Task inputs —
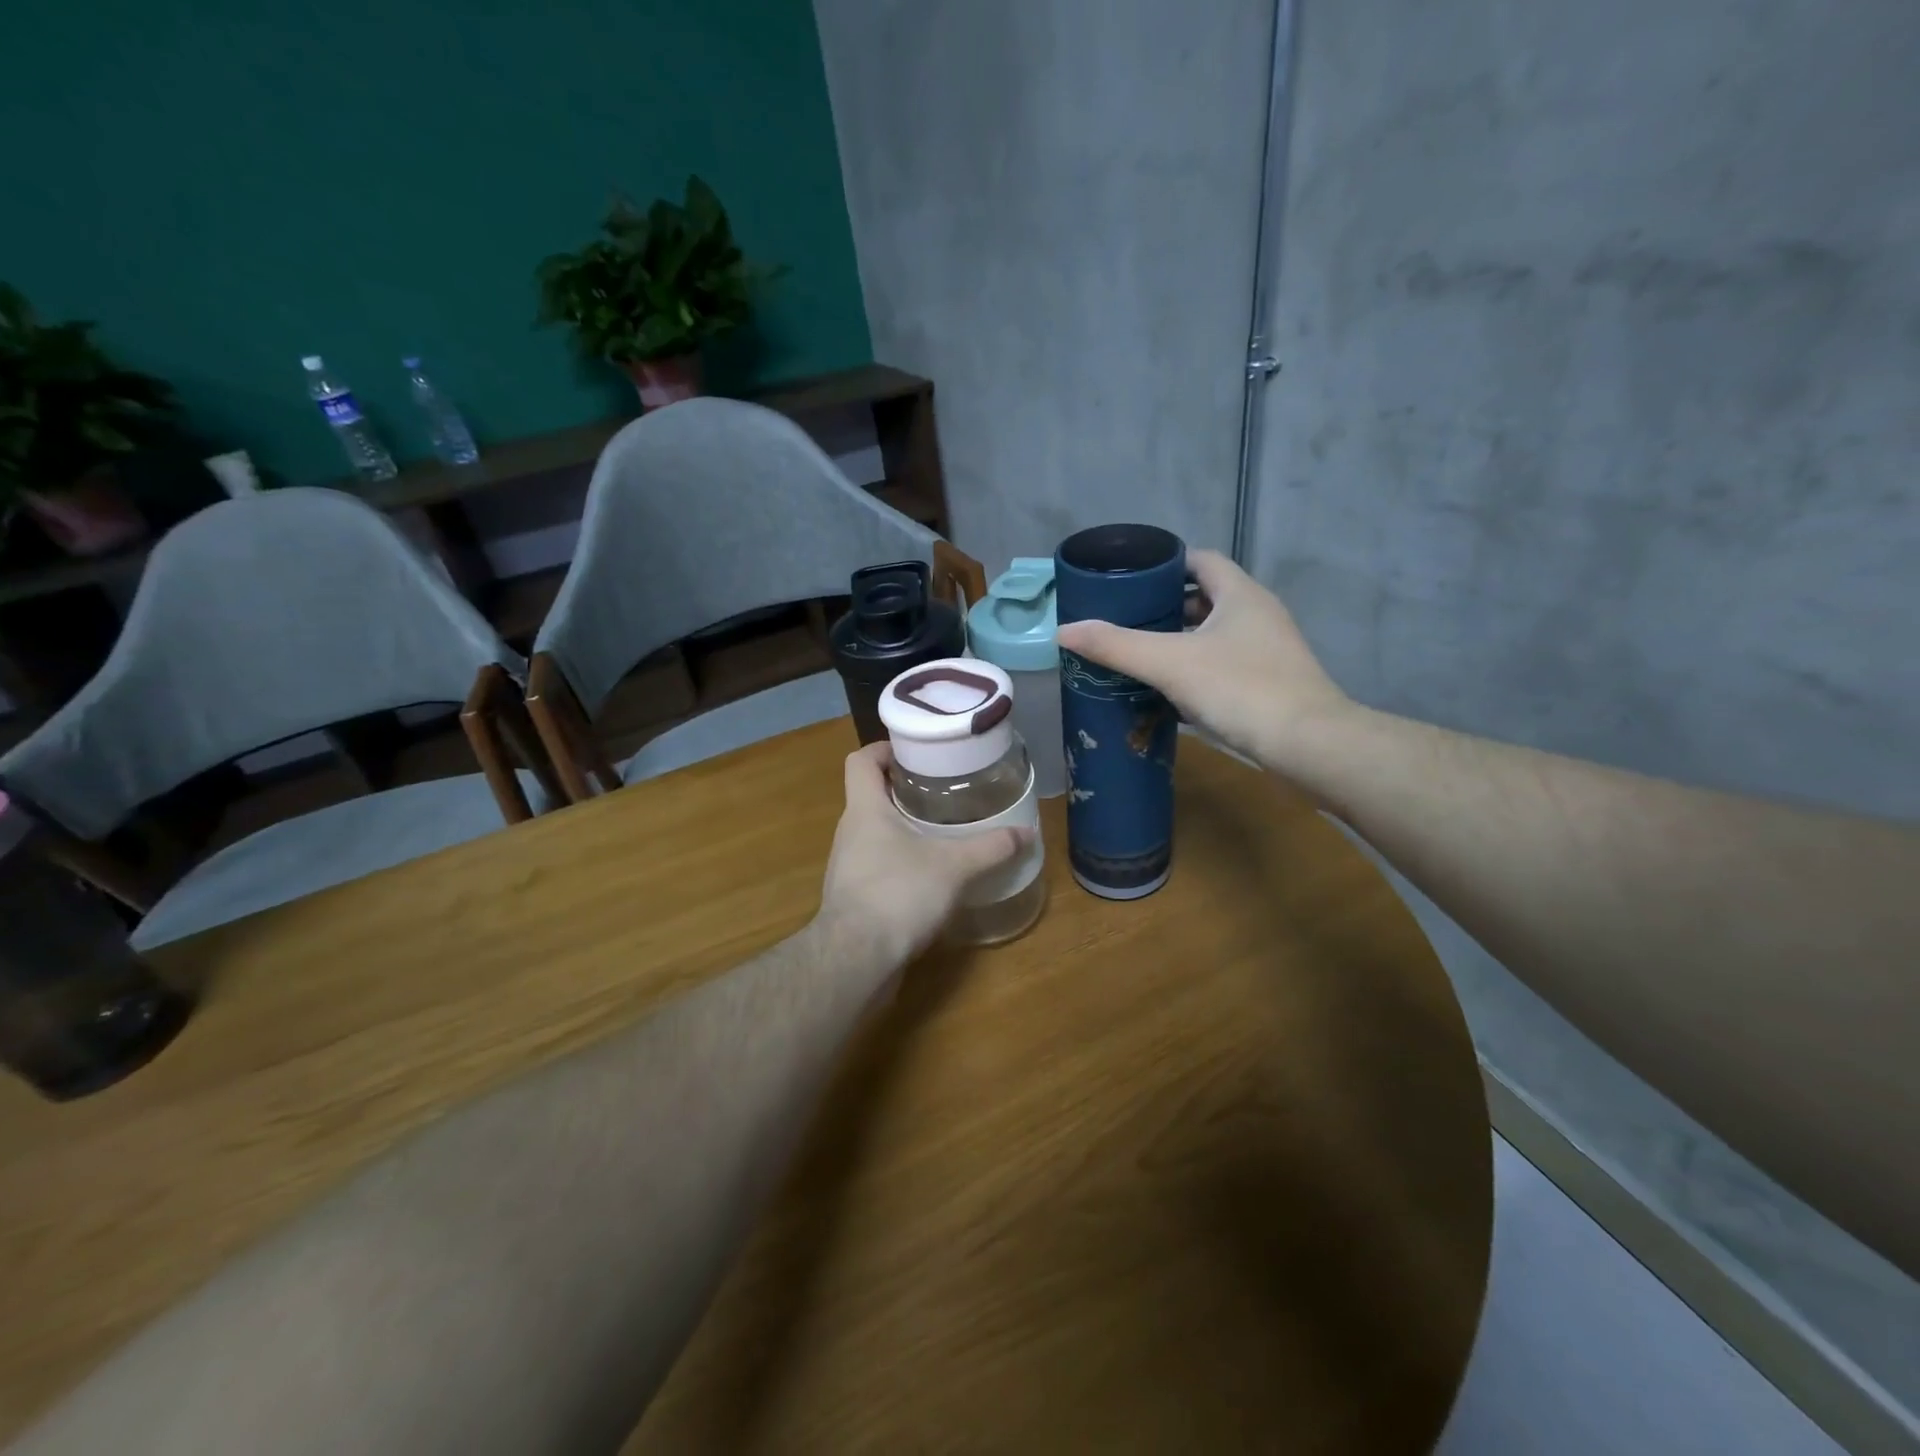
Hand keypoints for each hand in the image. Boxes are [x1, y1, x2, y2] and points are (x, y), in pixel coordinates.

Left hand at [815, 743, 1030, 971]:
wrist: (856, 959)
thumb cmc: (898, 893)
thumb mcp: (954, 866)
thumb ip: (990, 847)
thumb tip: (1027, 833)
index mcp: (865, 809)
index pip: (861, 760)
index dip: (884, 749)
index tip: (915, 753)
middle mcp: (850, 831)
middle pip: (870, 795)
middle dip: (904, 790)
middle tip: (942, 792)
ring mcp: (847, 866)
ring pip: (874, 833)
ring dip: (903, 829)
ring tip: (941, 832)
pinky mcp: (853, 897)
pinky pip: (877, 866)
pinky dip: (900, 863)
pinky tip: (929, 877)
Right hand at [1054, 549, 1349, 775]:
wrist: (1307, 744)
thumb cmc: (1240, 689)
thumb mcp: (1169, 663)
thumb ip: (1115, 645)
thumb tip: (1063, 630)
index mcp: (1240, 594)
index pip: (1200, 560)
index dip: (1164, 564)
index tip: (1128, 579)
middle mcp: (1257, 614)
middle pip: (1204, 597)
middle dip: (1163, 606)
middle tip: (1123, 619)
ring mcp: (1266, 650)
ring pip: (1213, 634)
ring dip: (1178, 640)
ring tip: (1137, 653)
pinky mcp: (1268, 683)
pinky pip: (1221, 664)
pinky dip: (1194, 669)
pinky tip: (1166, 690)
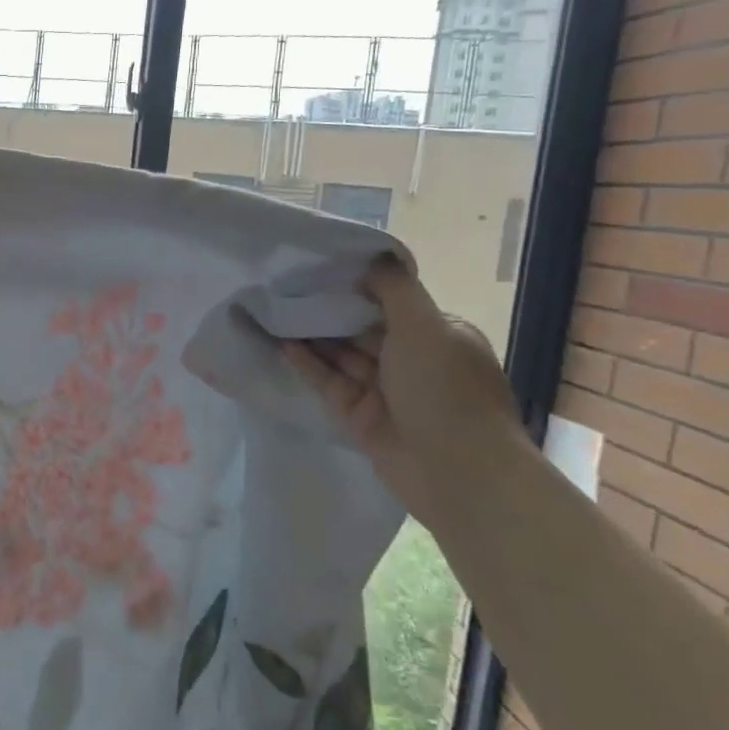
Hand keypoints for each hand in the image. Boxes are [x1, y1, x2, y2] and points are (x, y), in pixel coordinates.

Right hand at [283, 256, 523, 522]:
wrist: (457, 472)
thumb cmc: (445, 389)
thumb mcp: (426, 326)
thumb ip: (394, 288)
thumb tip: (371, 257)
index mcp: (436, 334)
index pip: (390, 301)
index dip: (356, 284)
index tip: (317, 266)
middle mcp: (411, 359)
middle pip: (361, 327)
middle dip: (328, 309)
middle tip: (283, 286)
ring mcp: (384, 390)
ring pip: (341, 355)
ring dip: (311, 334)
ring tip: (272, 310)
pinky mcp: (359, 416)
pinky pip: (329, 382)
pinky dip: (307, 364)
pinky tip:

Problem requirements — Keep both end lines and retype everything in the records above from the line containing "ring dip: (903, 829)" through the line containing "middle tip: (1123, 619)", exactly, with nothing else.

Expected answer —
ring dip: (903, 829)
ring tip: (941, 832)
pinky mcp: (853, 897)
pinky pip: (877, 866)
pinky dip: (900, 863)
pinky tip: (929, 877)
Right hand at [1054, 549, 1349, 775]:
wrist: (1307, 744)
thumb cmc: (1240, 689)
thumb mcp: (1169, 663)
thumb ip: (1115, 645)
thumb tip: (1063, 630)
index mcp: (1240, 594)
index pip: (1200, 560)
index dip: (1164, 564)
index tip: (1128, 579)
middle mcp: (1257, 614)
middle pip: (1204, 597)
middle dip: (1163, 606)
middle tip: (1123, 619)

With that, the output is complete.